Read original article here
PROVO, Utah – Dec 10, 2019 – When Hank Taylor graduated from BYU in 2013, he felt he had to choose just one focus. But like many other students trying to decide their future careers, his interests spanned beyond just his economics major. Throughout his time at BYU, he had participated at BYU Marriott’s Ballard Center for Economic Self-Reliance as a team lead and student director for the center’s Social Innovation Projects. While working with the Ballard Center, he found his drive to work for companies hoping to do good, better.
Split between his passion for social innovation and his interest in economics and technology, Taylor didn’t know where to go after graduation. He applied for jobs with companies he considered socially impactful but didn’t get any offers. “There’s a realism at the Ballard Center that not everyone can work at a company that is socially impactful,” says Taylor. “But if you think about how to always do good, better, you can carry that commitment with you throughout your life regardless of where you work.”

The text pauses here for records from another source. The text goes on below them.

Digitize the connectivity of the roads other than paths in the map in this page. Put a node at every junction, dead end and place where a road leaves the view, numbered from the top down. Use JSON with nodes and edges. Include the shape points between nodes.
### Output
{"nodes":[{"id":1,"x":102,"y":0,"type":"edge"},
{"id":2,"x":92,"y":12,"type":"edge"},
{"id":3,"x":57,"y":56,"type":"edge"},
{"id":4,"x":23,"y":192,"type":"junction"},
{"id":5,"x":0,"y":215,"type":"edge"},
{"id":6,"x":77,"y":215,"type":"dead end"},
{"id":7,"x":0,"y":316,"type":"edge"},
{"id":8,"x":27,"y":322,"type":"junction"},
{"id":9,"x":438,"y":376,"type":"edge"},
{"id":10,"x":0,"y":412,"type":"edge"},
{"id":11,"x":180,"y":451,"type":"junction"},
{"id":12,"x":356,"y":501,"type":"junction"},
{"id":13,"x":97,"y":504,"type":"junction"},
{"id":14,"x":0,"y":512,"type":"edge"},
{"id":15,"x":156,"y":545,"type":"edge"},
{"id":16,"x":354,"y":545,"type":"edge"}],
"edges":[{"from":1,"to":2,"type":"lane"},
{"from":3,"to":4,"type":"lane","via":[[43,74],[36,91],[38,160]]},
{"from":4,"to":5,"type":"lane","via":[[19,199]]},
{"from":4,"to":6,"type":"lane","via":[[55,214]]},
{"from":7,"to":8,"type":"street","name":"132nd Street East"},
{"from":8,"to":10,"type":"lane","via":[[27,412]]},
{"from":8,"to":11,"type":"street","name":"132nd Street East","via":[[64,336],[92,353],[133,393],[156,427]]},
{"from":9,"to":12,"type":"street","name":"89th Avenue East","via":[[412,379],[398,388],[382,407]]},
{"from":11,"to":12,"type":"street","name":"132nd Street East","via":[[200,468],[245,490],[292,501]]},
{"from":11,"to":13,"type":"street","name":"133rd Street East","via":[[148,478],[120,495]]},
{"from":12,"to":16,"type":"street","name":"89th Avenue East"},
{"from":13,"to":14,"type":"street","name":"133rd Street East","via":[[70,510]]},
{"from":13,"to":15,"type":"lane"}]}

After graduation he worked for a variety of companies in marketing and revenue-operations roles. When presented with an opportunity to work at Lambda School, a live, skills-based online school that trains people to be software engineers, Taylor jumped at the chance. “Social innovation is finding ways to systematically change a challenging problem and to find an underserved population and serve them in a sustainable meaningful way,” says Taylor. “Lambda School is doing that—it checks all my boxes.”
Lambda School’s educational model turns the traditional model on its head. Rather than making its students pay tuition up front and take on debilitating student loans, Lambda School costs nothing until the student is hired making $50,000 a year or more. Students are able to do this with income share agreements, where students agree to pay back a percentage of their income for a couple years after graduating. Taylor believes alternative models such as Lambda School may be the future.
Using this new model opens up doors for a diverse range of students who are often underserved in traditional higher education. “People from all demographics will go all in on Lambda School and have life-changing events and incredible results,” says Taylor. “Some of Lambda School’s most touching success stories involve single moms, veterans, and people who were nearly homeless before they started our courses.”
According to Taylor, Lambda School and BYU Marriott are unique in the educational field for putting a premium on job placement after graduation. “BYU Marriott puts so much focus on recruiting, résumés, and interviewing,” says Taylor. “I talked to friends at other universities who were amazed that BYU Marriott was like this.”
Taylor is grateful that his time at BYU gave him the skills to be successful and the mindset of developing a life of service. “I admire that BYU Marriott focuses on how to make students succeed after graduation,” says Taylor.
Even though Taylor didn’t get a job in a socially innovative company right out of BYU, he still found ways to give back. “You want to try to do good the best way you can,” says Taylor. One company he frequently contributes to is Kiva, a nonprofit that crowdfunds loans for low-income entrepreneurs in over eighty countries. He tries to give small loans through Kiva whenever possible and has also set up accounts for his children to help them develop a spirit of social impact.
For students in situations where pursuing social innovation straight out of college may not be an option, Taylor encourages keeping a long-term perspective about their career and interests.
“If the Ballard Center didn’t teach me to think long term, I would have been bummed that I didn’t get a social innovation job right out of college—I would have forgotten about my passion for the field,” says Taylor. “But because the Ballard Center helped me look at social innovation as a lifelong journey, I kept looking. People need to be vigilant about how to do good, better.”